Reputation: 4370
I load a text file using this code (my file encoding is UTF-8) (How to read a text file that contains 'NULL CHARACTER' in Delphi?):
uses
IOUtils;
var
s: string;
ss: TStringStream;
begin
s := TFile.ReadAllText('c:\MyFile.txt');
s := StringReplace(s, #0, '', [rfReplaceAll]); //Removes NULL CHARS
ss := TStringStream.Create(s);
try
RichEdit1.Lines.LoadFromStream(ss, TEncoding.UTF8); //UTF8
finally
ss.Free;
end;
end;
But my problem is that the RichEdit1
doesn't load the whole text.
It's not because of Null Characters. It's because of the encoding. When I run the application with this code, It loads the whole text:
uses
IOUtils;
var
s: string;
ss: TStringStream;
begin
s := TFile.ReadAllText('c:\MyFile.txt');
s := StringReplace(s, #0, '', [rfReplaceAll]); //Removes NULL CHARS
ss := TStringStream.Create(s);
try
RichEdit1.Lines.LoadFromStream(ss, TEncoding.Default);
finally
ss.Free;
end;
end;
I changed TEncoding.UTF8
to TEncoding.Default
. The whole text loaded but it's not in right format and it's not readable.
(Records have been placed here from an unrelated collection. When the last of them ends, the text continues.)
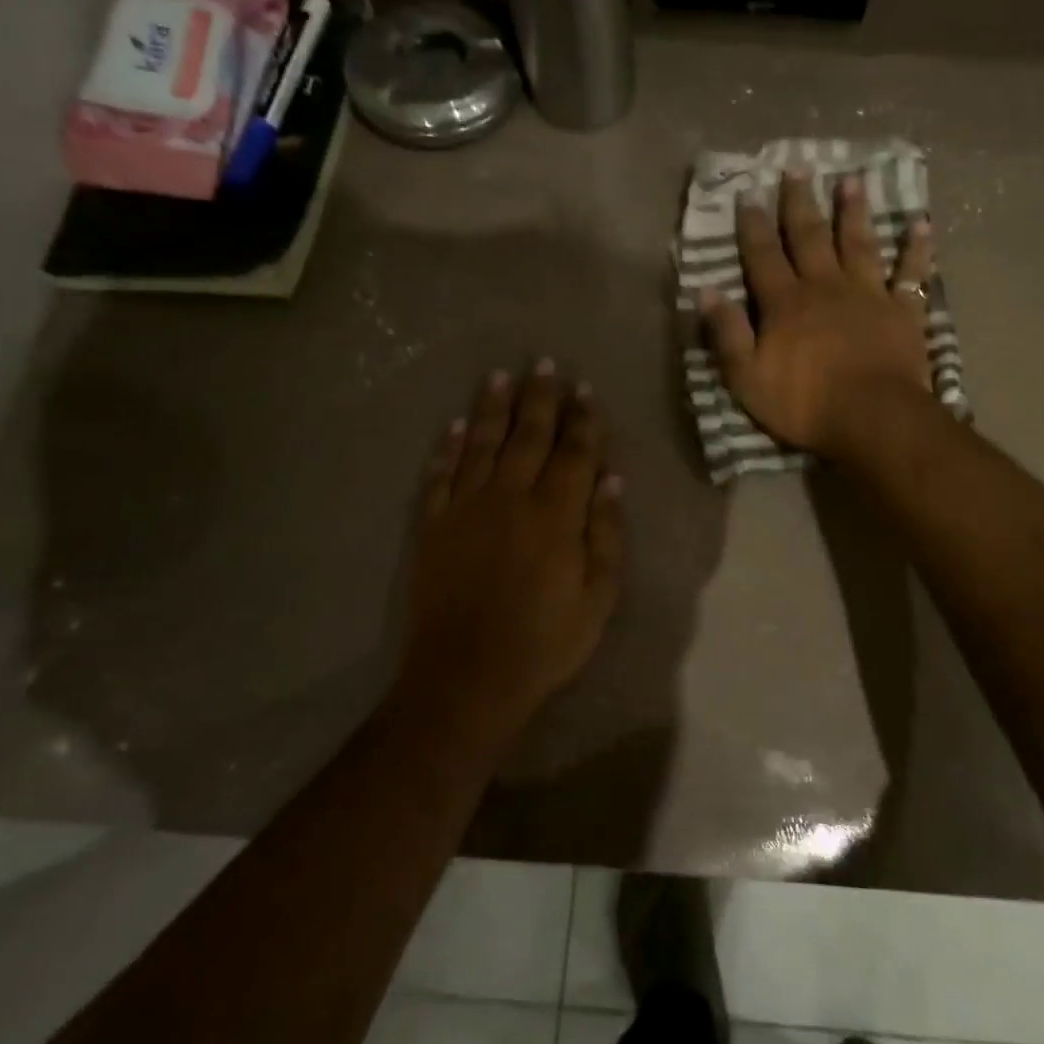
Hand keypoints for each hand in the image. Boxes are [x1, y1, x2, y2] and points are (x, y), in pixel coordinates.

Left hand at [402, 361, 623, 736]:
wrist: (465, 679)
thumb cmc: (544, 643)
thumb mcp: (598, 598)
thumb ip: (606, 534)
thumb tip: (611, 479)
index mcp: (556, 514)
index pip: (574, 452)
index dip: (582, 419)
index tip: (584, 389)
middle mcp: (510, 498)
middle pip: (528, 436)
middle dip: (539, 398)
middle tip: (543, 364)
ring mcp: (465, 509)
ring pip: (481, 444)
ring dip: (491, 408)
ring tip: (499, 377)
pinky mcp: (432, 527)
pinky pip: (440, 476)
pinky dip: (447, 448)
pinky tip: (454, 427)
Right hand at [699, 167, 935, 459]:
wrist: (872, 417)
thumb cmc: (804, 403)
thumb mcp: (747, 377)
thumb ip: (728, 333)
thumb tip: (706, 292)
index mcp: (786, 303)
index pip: (763, 257)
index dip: (753, 226)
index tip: (748, 194)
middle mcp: (825, 287)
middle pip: (810, 238)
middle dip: (800, 203)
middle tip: (797, 168)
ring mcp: (868, 295)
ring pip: (859, 244)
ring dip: (854, 212)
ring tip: (852, 180)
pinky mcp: (903, 311)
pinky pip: (911, 273)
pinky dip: (917, 248)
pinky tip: (921, 224)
I guess there are some characters that UTF 8 doesn't support. So the loading process stops when it want to load that char.
Please Help. Any workarounds?
****EDIT:**
I'm sure its UTF-8
and it plain text. It's a HTML source file. I'm sure it has null charas I saw them using Notepad++ And the value of the Richedit.Plainext
is true
Upvotes: 3
Views: 5554
Reputation: 598174
Since you are loading an HTML file, you need to pre-parse the HTML and check if its <head>
tag contains a <meta>
tag specifying a specific charset. If it does, you must load the HTML using that charset, or else it will not decode to Unicode correctly.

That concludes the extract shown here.